[[ Task input, beginning ]]

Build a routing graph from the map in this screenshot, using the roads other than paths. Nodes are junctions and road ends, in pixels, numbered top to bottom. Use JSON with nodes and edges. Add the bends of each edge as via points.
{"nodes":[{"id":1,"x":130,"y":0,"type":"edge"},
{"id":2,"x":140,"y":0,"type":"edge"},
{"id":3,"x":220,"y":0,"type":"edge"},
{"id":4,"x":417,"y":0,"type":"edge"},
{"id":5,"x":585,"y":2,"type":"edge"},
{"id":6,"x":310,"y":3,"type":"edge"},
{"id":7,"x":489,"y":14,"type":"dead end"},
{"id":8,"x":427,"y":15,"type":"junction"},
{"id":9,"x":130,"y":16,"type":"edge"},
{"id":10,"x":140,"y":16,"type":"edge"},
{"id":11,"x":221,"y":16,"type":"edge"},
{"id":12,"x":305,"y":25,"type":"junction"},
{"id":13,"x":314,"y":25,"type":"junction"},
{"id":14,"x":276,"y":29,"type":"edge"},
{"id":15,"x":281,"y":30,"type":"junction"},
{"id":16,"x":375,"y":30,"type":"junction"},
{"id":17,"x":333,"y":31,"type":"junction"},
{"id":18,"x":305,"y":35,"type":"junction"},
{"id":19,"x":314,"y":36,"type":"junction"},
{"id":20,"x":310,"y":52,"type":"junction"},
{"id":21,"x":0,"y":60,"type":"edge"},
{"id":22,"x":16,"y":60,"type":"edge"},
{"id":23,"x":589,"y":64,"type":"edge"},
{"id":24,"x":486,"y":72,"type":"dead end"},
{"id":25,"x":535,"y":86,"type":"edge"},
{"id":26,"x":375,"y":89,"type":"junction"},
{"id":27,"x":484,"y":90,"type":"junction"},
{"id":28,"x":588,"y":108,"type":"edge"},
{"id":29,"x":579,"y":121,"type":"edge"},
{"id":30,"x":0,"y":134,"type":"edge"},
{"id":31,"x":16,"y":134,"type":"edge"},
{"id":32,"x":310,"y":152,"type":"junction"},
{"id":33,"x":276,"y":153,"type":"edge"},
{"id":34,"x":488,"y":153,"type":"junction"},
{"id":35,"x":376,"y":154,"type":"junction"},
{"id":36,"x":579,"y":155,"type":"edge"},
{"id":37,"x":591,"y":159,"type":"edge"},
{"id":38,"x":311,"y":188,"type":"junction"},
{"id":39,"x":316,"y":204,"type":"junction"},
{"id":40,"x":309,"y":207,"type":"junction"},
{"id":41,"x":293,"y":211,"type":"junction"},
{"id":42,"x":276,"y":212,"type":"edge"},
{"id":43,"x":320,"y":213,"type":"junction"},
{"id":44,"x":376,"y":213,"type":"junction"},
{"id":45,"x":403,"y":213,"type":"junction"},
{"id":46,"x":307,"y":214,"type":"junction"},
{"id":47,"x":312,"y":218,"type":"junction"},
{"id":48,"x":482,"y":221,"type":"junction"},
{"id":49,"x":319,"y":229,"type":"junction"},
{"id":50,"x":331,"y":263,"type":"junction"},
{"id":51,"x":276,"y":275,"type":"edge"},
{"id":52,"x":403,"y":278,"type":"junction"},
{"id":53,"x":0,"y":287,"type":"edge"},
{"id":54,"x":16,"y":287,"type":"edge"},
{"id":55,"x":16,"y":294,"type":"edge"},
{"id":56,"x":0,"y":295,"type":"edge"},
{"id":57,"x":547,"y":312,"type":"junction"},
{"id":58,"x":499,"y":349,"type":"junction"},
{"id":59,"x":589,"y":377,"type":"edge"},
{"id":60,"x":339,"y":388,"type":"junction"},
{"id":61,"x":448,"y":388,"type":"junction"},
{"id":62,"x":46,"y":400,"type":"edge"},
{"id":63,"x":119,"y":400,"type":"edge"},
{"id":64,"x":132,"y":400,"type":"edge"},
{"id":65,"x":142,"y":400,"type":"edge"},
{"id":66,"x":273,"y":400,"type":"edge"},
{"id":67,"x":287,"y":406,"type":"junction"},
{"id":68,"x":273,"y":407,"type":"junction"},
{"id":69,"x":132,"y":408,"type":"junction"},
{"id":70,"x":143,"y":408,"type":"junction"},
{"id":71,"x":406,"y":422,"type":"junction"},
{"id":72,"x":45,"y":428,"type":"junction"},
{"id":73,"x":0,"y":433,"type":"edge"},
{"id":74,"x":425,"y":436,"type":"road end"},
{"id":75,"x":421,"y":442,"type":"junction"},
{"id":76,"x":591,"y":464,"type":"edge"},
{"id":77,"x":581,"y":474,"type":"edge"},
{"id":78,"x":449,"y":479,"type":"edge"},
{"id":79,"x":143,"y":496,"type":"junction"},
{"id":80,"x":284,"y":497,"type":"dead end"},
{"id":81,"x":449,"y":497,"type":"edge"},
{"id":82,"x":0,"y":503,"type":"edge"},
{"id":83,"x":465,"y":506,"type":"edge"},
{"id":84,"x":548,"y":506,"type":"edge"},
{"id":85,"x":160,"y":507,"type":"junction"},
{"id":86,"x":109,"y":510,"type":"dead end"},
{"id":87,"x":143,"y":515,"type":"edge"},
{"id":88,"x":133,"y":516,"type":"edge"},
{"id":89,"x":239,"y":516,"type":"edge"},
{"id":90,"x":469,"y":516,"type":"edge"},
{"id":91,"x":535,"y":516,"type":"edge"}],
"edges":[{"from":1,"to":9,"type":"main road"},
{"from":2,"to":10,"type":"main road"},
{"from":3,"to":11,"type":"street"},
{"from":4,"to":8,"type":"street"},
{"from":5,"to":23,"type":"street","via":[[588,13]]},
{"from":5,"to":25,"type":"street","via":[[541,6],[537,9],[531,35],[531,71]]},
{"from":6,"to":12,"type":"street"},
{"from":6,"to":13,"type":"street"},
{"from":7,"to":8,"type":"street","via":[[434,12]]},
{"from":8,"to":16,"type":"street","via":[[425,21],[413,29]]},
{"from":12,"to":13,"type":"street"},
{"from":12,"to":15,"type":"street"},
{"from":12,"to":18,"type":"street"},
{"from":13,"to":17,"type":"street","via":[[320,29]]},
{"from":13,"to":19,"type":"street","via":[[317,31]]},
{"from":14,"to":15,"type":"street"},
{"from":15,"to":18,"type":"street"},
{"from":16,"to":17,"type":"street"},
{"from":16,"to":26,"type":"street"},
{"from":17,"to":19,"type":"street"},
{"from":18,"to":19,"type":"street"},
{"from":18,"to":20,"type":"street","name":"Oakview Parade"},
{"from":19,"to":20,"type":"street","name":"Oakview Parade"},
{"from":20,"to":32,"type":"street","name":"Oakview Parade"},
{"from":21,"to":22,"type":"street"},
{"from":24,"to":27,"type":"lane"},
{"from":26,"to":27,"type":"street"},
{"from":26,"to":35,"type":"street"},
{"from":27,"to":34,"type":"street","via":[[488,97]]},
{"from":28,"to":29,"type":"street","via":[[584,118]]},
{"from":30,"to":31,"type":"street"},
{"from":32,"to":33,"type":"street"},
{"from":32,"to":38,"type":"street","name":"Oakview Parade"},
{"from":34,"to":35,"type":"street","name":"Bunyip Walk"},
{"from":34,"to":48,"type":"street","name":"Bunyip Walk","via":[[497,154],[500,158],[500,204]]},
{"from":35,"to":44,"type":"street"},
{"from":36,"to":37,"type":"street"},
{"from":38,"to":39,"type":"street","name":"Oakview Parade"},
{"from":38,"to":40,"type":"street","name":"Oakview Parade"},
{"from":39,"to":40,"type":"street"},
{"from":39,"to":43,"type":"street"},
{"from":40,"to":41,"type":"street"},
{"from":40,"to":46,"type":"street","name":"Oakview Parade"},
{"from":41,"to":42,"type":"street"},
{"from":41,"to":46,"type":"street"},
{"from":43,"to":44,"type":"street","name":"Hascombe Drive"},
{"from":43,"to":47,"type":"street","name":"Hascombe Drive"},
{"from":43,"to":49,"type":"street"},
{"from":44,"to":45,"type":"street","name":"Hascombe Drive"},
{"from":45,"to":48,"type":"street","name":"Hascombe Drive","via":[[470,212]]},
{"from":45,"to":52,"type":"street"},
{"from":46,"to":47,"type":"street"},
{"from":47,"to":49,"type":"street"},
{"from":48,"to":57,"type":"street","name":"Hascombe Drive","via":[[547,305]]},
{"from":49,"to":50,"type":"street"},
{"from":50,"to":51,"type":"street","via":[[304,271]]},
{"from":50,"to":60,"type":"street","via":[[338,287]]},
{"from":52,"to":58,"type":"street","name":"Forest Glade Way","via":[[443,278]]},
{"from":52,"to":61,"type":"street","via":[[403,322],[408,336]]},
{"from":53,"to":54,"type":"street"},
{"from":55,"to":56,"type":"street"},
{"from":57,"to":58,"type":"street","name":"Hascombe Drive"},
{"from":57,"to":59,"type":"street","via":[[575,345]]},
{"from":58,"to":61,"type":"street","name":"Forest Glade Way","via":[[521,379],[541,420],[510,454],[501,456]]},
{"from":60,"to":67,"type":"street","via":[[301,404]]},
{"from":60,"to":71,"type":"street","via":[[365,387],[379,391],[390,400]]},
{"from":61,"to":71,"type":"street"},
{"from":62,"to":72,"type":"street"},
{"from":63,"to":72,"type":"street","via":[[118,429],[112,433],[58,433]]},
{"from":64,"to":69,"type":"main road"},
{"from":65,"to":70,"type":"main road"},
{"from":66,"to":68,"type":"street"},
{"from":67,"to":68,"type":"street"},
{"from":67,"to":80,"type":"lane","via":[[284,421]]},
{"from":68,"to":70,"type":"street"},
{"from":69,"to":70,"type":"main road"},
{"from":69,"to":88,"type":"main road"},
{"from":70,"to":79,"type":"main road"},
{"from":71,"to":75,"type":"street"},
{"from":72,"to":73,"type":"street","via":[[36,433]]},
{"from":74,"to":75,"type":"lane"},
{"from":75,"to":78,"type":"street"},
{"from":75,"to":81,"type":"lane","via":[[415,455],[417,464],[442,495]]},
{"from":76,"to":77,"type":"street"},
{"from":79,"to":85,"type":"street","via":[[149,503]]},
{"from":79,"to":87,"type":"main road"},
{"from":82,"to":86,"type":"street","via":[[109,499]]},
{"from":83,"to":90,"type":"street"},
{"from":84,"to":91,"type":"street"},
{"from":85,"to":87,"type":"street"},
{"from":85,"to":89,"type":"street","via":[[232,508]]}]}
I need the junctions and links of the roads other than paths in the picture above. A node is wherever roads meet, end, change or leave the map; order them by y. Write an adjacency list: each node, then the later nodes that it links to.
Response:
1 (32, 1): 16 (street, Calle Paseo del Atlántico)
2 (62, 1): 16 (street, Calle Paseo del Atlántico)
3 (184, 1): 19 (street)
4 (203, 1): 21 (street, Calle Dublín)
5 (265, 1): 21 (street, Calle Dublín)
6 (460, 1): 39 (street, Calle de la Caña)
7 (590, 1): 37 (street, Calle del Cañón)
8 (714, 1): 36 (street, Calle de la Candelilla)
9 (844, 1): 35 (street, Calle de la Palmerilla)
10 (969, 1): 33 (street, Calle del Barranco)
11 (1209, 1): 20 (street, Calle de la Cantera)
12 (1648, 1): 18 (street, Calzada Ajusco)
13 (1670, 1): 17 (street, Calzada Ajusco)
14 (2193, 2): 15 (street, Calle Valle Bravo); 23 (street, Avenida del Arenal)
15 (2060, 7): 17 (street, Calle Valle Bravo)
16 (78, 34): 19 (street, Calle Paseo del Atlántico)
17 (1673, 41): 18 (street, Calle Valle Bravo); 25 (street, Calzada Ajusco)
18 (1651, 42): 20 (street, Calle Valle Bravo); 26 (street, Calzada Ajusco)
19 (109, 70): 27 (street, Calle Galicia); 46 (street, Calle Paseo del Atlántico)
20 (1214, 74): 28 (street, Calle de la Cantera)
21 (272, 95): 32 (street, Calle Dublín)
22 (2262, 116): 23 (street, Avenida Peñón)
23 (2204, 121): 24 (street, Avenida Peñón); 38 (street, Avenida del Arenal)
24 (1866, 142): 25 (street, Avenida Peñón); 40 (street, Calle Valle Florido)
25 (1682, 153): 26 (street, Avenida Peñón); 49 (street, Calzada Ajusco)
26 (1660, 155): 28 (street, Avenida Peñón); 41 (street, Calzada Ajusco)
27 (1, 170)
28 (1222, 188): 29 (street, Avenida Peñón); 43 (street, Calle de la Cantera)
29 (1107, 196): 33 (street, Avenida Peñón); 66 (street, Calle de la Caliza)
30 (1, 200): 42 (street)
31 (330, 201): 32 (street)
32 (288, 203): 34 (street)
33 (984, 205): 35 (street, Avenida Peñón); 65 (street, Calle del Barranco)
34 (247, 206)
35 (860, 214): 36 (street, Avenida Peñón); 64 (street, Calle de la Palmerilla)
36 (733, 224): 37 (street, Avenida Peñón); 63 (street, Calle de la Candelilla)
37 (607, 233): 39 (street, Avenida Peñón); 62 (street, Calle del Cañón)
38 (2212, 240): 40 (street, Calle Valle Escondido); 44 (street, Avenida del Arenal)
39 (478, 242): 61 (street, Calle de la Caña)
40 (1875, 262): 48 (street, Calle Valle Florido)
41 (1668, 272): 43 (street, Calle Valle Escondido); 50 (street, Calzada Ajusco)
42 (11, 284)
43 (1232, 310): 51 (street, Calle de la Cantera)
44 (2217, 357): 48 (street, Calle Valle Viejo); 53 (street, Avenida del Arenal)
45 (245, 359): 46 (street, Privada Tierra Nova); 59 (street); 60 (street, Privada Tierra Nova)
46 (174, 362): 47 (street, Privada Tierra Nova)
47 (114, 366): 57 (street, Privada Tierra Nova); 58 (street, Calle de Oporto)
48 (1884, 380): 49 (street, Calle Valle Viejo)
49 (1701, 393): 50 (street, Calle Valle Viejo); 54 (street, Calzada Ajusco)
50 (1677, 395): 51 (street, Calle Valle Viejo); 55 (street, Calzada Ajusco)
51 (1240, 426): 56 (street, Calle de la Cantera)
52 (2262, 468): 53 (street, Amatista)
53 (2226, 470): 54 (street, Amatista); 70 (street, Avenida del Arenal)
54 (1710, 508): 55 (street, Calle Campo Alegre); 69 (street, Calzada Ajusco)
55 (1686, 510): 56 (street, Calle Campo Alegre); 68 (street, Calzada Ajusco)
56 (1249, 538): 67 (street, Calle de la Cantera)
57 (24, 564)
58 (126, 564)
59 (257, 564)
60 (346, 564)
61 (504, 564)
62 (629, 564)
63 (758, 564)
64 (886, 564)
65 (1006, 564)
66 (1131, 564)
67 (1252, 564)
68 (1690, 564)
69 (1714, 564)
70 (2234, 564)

[[ Task input, end ]]

Work instructions: Your answer should be every line from the material above in which the word "Nova" appears.

Solution to the exercise:
45 (245, 359): 46 (street, Privada Tierra Nova); 59 (street); 60 (street, Privada Tierra Nova)
46 (174, 362): 47 (street, Privada Tierra Nova)
47 (114, 366): 57 (street, Privada Tierra Nova); 58 (street, Calle de Oporto)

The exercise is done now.